The other truth is that the neighborhood was at the edge of the city in the middle of the 19th century, so far away that when a gunpowder company wanted to build a factory, the city fathers made it go way out by Potrero Hill, so if the place blew up, nobody important would be hurt.

Next thing you knew, the Pacific Rolling Mills moved out to Potrero Point just after the Civil War. Then came other enterprises, iron mills, a sugar refinery, even a whaling station.

In 1882, the famous Union Iron Works moved to the area. Any old San Francisco working family knows about the Union Iron Works, one of the great industries of the day. It's been the Bethlehem Steel Yard, the Todd Yard, Southwest Marine and now San Francisco Drydock, still in the ship-repair business, the oldest operating civilian shipyard in the United States.

People who worked in all these places lived nearby, and what is now Dogpatch is what's left. There was also a slice of the neighborhood called Irish Hill, with boarding houses, saloons and homes. But it was bulldozed years ago.

Along Minnesota and Tennessee streets, on 20th and 21st, the working families built houses, often with their own hands.


Some of them were called "Pelton's Cheap Dwellings,'' which became popular as the result of a circulation stunt by the editors of the San Francisco Evening Bulletin, which ran plans for low-cost homes right in the paper, usually on Saturdays, then, as now, a slow day in the newspaper business.

The cost of a house, not including land and labor: $585.

Amazingly, 13 of these beautiful little houses still remain in Dogpatch. There are other Victorians, a regal Queen Anne with a tower, even. Not to mention the oldest existing San Francisco public school.

The tide of industry rose over the city; hard to imagine now in these high-tech days. Mission Bay was the railroad hub, alive with steam engines, commuter trains and streamliners like the old Daylight and the Lark. The shipyard was the industrial heart of the city.

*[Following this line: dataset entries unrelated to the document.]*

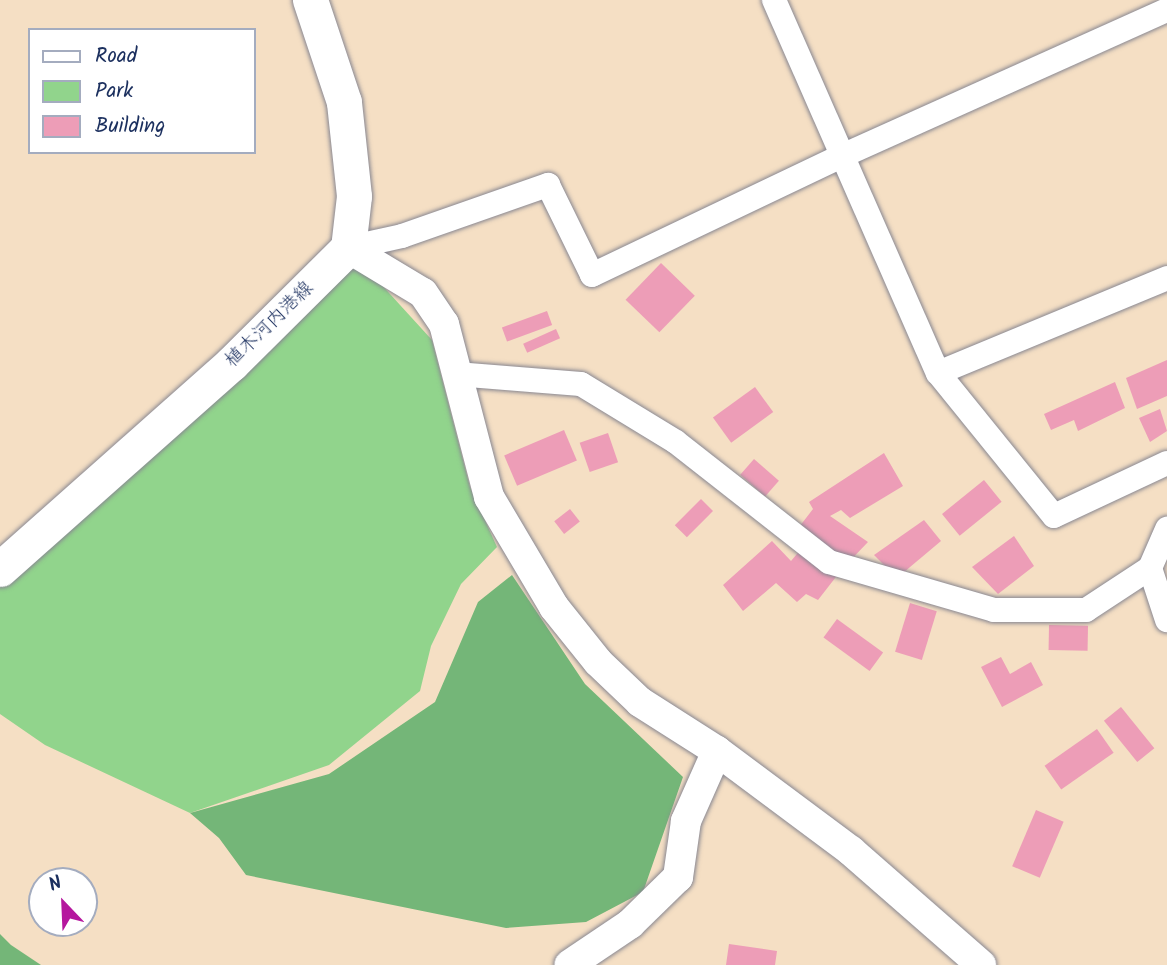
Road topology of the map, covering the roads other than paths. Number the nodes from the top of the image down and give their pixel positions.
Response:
1 (310, 0) edge
2 (774, 0) edge
3 (1167, 10) edge
4 (842, 156) junction
5 (348, 248) junction
6 (1167, 278) edge
7 (938, 373) junction
8 (456, 374) junction
9 (1167, 463) edge
10 (1167, 529) edge
11 (1150, 568) junction
12 (0, 569) edge
13 (1167, 621) edge
14 (718, 751) junction
15 (569, 965) edge
16 (981, 965) edge

1 - 5 main road
2 - 4 street
3 - 4 street
4 - 5 street
4 - 7 street
5 - 8 street
5 - 12 main road, 植木河内港線
6 - 7 street
7 - 9 street
8 - 11 street
8 - 14 street
10 - 11 street
11 - 13 street
14 - 15 street
14 - 16 street

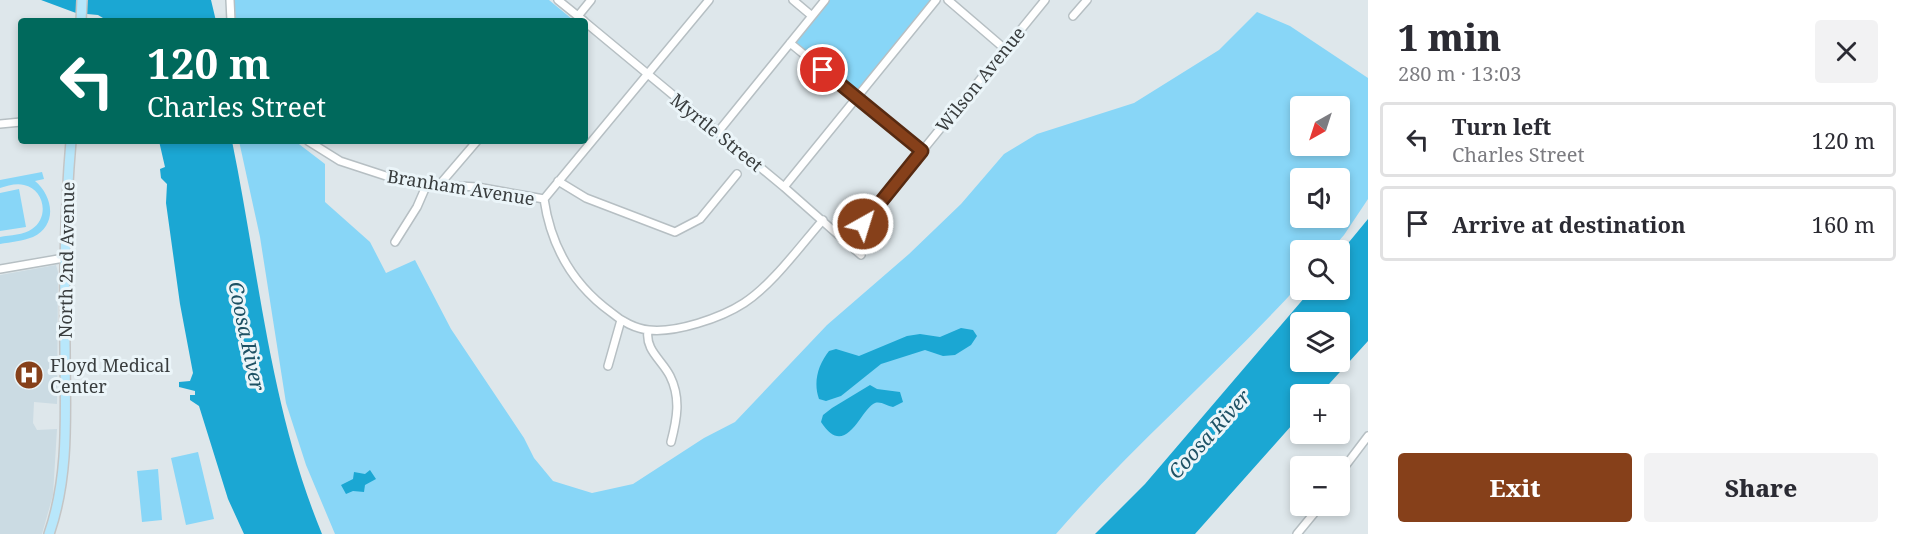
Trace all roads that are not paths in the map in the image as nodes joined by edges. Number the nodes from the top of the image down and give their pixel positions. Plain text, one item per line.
1 (82, 0) edge
2 (230, 0) edge
3 (558, 0) edge
4 (591, 0) edge
5 (709, 0) edge
6 (793, 0) edge
7 (825, 0) edge
8 (936, 0) edge
9 (948, 0) edge
10 (1045, 0) edge
11 (1087, 0) edge
12 (812, 16) junction
13 (1073, 16) dead end
14 (81, 18) edge
15 (231, 18) edge
16 (579, 18) edge
17 (582, 18) edge
18 (588, 26) edge
19 (790, 44) junction
20 (1005, 49) junction
21 (647, 75) junction
22 (856, 98) junction
23 (18, 122) edge
24 (0, 124) edge
25 (718, 132) junction
26 (71, 144) edge
27 (312, 144) edge
28 (474, 144) edge
29 (922, 151) junction
30 (737, 174) dead end
31 (558, 181) junction
32 (441, 183) junction
33 (427, 184) junction
34 (784, 187) junction
35 (544, 199) junction
36 (823, 220) junction
37 (395, 242) dead end
38 (848, 242) junction
39 (861, 255) dead end
40 (64, 258) junction
41 (0, 269) edge
42 (621, 320) junction
43 (648, 330) junction
44 (608, 366) dead end
45 (1368, 436) edge
46 (671, 442) dead end
47 (1350, 460) edge
48 (1312, 516) edge
49 (49, 534) edge
50 (1297, 534) edge

1 - 14 main road
2 - 15 street
3 - 16 street, Myrtle Street
4 - 17 street
5 - 21 street, Branham Avenue
6 - 12 street
7 - 12 street
8 - 22 street
9 - 20 street
10 - 20 street, Wilson Avenue
11 - 13 street
12 - 19 street
18 - 21 street, Myrtle Street
19 - 22 street
19 - 25 street
20 - 29 street, Wilson Avenue
21 - 25 street, Myrtle Street
21 - 31 street, Branham Avenue
22 - 29 street
22 - 34 street
23 - 24 street
25 - 34 street, Myrtle Street
26 - 40 main road, North 2nd Avenue
27 - 33 street, Branham Avenue
28 - 32 street
29 - 38 street, Wilson Avenue
30 - 31 street
31 - 35 street, Branham Avenue
32 - 33 street, Branham Avenue
32 - 35 street, Branham Avenue
33 - 37 street
34 - 36 street, Myrtle Street
35 - 42 street
36 - 38 street, Myrtle Street
36 - 43 street
38 - 39 street, Myrtle Street
40 - 41 street
40 - 49 main road, North 2nd Avenue
42 - 43 street
42 - 44 street
43 - 46 street
45 - 47 street
48 - 50 street

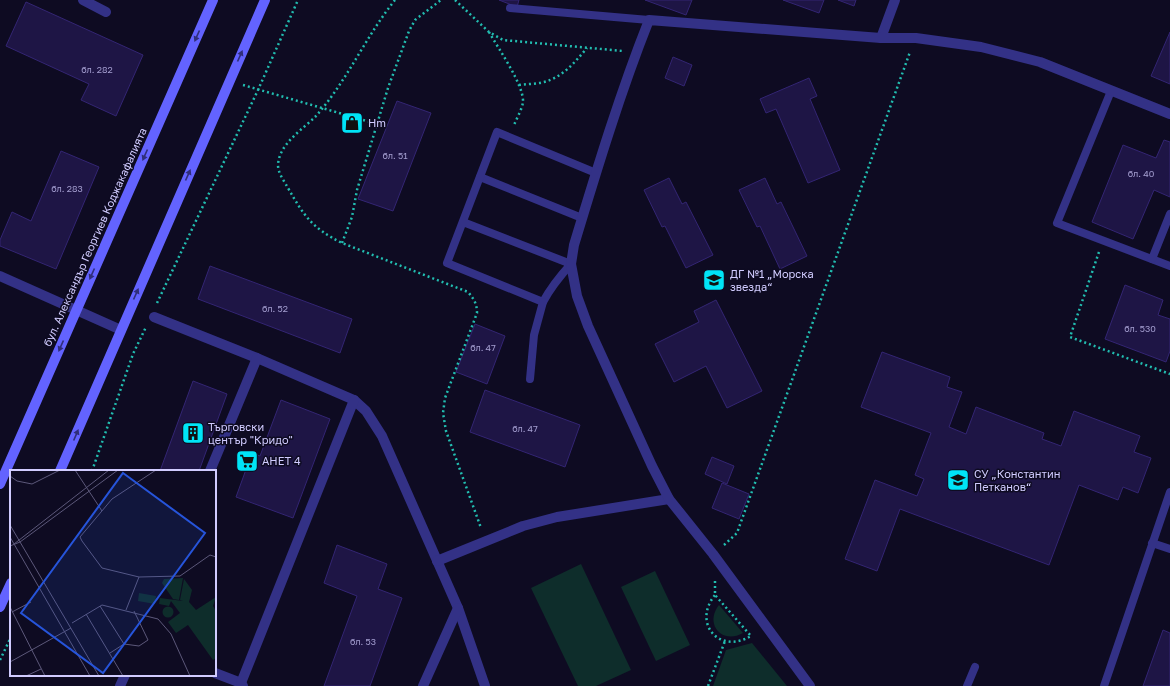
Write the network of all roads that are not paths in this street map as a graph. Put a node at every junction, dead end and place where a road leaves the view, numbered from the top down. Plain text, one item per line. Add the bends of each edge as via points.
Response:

The American Can Co. made tin cans right there on Third Street, and the sounds of industry, machines roaring, the shriek of steam whistles, the crash and roar of another age, carried out over the city day and night. The shipyard worked around the clock. World War I was busy, but World War II was the zenith.

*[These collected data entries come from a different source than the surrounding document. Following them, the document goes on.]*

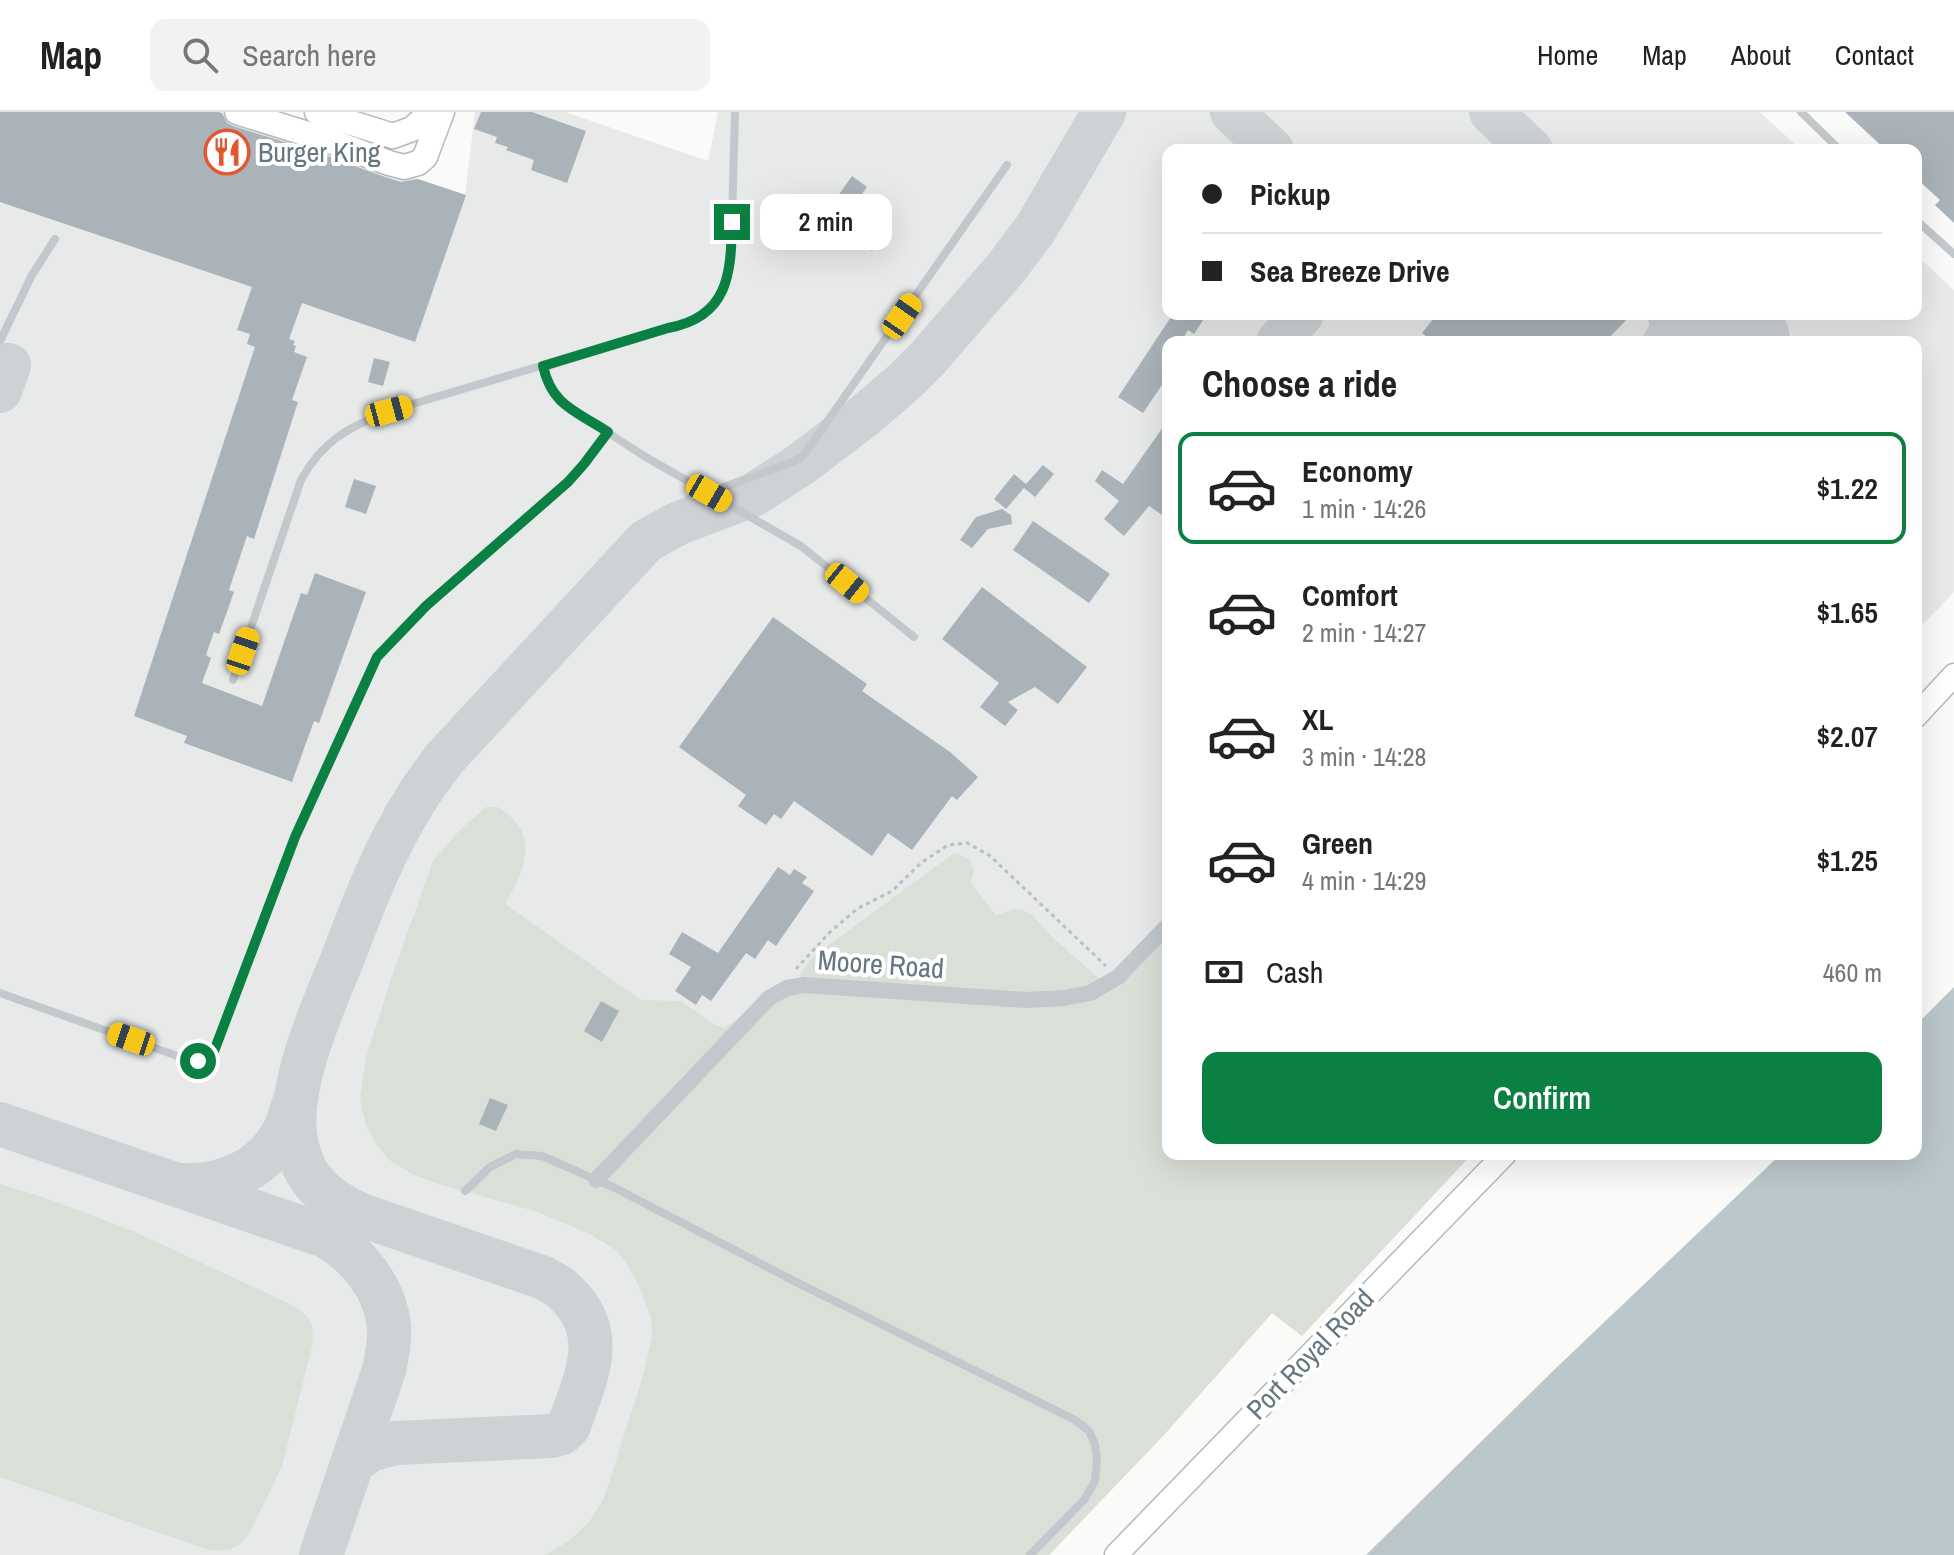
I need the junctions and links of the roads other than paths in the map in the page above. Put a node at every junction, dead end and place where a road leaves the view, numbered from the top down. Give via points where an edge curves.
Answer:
1 (237, 112) edge
2 (317, 112) edge
3 (431, 112) edge
4 (442, 112) edge
5 (735, 112) edge
6 (1801, 112) edge
7 (1834, 144) edge
8 (1007, 165) dead end
9 (1922, 225) edge
10 (55, 239) dead end
11 (1954, 254) edge
12 (0, 341) edge
13 (543, 366) junction
14 (608, 432) junction
15 (709, 493) junction
16 (914, 637) dead end
17 (1954, 675) edge
18 (233, 680) dead end
19 (1922, 710) edge
20 (1162, 931) edge
21 (0, 993) edge
22 (1499, 1160) edge
23 (596, 1180) junction
24 (465, 1191) dead end
25 (1030, 1555) edge
26 (1116, 1555) edge

1 - 4 main road via 404,167 425,157
2 - 3 main road via 393,136 412,129
5 - 13 lane via 731,261 713,305 681,326
6 - 7 lane
8 - 15 lane via 803,456
9 - 11 lane
10 - 12 lane
13 - 14 lane via 559,401
13 - 18 lane via 360,422 312,460
14 - 15 lane
14 - 21 lane via 568,482 426,606 377,657 295,837 211,1058 183,1058
15 - 16 lane via 801,546
17 - 19 main road
20 - 23 street, Moore Road via 1118,977 1090,993 1064,998 787,988 769,998
22 - 26 main road, Port Royal Road
23 - 24 lane via 542,1156 516,1154 490,1167
23 - 25 lane via 1089,1431 1097,1460 1095,1481 1084,1500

Back in those times, says Green, there must have been 100,000 men working in the industrial trades in San Francisco: iron workers, steel men, shipwrights, riveters, welders, teamsters, carpenters. There were 10,000 union shipwrights alone. "Skilled trades,'' said Green. He knew. He was there himself, a working man.

After the war, of course, it all declined. Time passed Dogpatch by. At one point, in the '70s and early '80s, it was pretty dangerous in Dogpatch. "A lot of loud people, you know?'' said Knox.

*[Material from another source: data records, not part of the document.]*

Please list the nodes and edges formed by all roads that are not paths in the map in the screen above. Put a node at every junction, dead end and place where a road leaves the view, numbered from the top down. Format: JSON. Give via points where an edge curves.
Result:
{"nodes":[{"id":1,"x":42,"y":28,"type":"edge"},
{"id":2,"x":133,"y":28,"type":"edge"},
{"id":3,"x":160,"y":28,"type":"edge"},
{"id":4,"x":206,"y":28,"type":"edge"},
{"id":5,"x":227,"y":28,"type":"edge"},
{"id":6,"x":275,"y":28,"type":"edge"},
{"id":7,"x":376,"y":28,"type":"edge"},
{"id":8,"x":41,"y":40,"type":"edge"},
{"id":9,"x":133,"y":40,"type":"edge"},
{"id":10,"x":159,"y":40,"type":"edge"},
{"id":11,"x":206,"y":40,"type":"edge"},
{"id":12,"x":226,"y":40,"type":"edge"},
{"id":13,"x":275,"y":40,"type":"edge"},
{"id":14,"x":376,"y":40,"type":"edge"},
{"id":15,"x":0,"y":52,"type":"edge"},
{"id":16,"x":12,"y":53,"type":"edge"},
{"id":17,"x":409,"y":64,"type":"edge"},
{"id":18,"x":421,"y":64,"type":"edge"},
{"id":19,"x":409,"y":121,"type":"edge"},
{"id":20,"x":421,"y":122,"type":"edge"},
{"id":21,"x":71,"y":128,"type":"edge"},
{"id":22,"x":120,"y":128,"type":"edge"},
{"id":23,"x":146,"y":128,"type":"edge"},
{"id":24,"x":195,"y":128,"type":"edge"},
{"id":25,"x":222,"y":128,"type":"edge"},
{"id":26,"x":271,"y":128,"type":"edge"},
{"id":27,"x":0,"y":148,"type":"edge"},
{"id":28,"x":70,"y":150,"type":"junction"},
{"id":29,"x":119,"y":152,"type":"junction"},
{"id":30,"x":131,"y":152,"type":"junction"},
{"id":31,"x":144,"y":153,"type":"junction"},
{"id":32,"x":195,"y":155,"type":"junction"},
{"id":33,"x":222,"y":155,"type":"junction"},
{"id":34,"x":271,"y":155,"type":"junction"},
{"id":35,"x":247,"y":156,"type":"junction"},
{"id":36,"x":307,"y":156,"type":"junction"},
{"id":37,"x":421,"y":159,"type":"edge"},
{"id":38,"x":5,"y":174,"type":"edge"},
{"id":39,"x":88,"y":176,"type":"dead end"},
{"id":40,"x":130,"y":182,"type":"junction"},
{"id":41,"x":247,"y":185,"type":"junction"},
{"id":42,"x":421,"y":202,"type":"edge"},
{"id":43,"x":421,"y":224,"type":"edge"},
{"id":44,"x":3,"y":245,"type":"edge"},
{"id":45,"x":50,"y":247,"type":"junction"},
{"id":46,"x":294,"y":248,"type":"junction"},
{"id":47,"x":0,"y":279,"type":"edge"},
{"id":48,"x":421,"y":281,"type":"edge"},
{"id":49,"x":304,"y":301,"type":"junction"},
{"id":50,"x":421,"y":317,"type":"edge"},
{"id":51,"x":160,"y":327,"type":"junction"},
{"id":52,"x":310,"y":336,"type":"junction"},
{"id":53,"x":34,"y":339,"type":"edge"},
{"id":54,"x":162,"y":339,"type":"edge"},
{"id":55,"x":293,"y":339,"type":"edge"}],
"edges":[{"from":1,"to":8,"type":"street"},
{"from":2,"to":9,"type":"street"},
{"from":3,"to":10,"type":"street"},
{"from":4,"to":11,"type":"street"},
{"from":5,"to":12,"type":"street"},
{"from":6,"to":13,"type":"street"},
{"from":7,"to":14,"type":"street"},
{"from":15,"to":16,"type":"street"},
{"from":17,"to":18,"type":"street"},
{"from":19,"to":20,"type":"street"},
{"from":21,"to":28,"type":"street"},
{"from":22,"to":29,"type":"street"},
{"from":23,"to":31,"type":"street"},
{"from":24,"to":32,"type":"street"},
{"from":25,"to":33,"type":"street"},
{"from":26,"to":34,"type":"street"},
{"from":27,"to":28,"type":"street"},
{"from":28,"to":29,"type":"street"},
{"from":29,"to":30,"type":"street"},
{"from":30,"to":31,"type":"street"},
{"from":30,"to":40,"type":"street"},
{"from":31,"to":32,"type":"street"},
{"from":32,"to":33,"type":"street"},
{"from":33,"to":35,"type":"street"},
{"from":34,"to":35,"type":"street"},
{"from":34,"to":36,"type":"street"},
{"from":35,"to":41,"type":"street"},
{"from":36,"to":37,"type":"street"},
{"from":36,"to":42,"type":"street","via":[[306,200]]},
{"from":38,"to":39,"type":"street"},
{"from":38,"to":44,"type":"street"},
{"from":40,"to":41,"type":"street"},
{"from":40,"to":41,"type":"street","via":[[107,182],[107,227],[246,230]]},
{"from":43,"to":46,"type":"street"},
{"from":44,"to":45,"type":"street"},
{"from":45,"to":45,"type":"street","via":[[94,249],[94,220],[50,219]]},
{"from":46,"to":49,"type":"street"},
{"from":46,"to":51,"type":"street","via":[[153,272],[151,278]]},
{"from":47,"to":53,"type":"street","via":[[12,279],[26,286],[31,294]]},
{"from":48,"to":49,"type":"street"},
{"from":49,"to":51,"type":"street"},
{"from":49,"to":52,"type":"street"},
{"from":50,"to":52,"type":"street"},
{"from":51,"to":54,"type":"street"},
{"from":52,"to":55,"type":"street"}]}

People still talk about the Palm Cafe, on 22nd and Third, run by "a dirty-talking old woman they called Tugboat Annie,'' said Mike Apicelli, who bought the place and changed the name to the Dogpatch Saloon. "Oh, man, she was famous,'' he said.

Dogpatch gradually changed, some think for the better. New people moved in and fixed up the old houses. A few years ago, Dogpatch "was not as nice as it is now,'' said Phil Gardner, who likes it as it is just now.

On 20th Street, there still is a bit of the old Dogpatch, a row of bars favored by shipyard workers, big men who stop by for a drink after work, the occasional Muni driver who stops by to heat up popcorn in the microwave, and on some afternoons, a lingerie show. Not the place you would bring your finicky Aunt Janet.

But up the street and down the block, the new world is closing in fast. The neighborhood is organizing: There is a Dogpatch Neighborhood Association, and a newly minted Pier 70 advisory group, formed to help the port find a suitable use for the fine old buildings on the water side of Dogpatch.

Nobody is being fooled: This is ground zero for San Francisco's development boom.

The only chance to shape the boom, the activists say, is to work out a plan, a strategy, "enlightened planning'' Borg calls it.

The past is all around in Dogpatch. Late last week, toward the shank of the evening, people noticed a new sight just north on Third Street, lights as bright as the sun, nearly. It was a dress rehearsal for the opening game at Pac Bell Park, and it was the future. It's coming to Dogpatch, ready or not.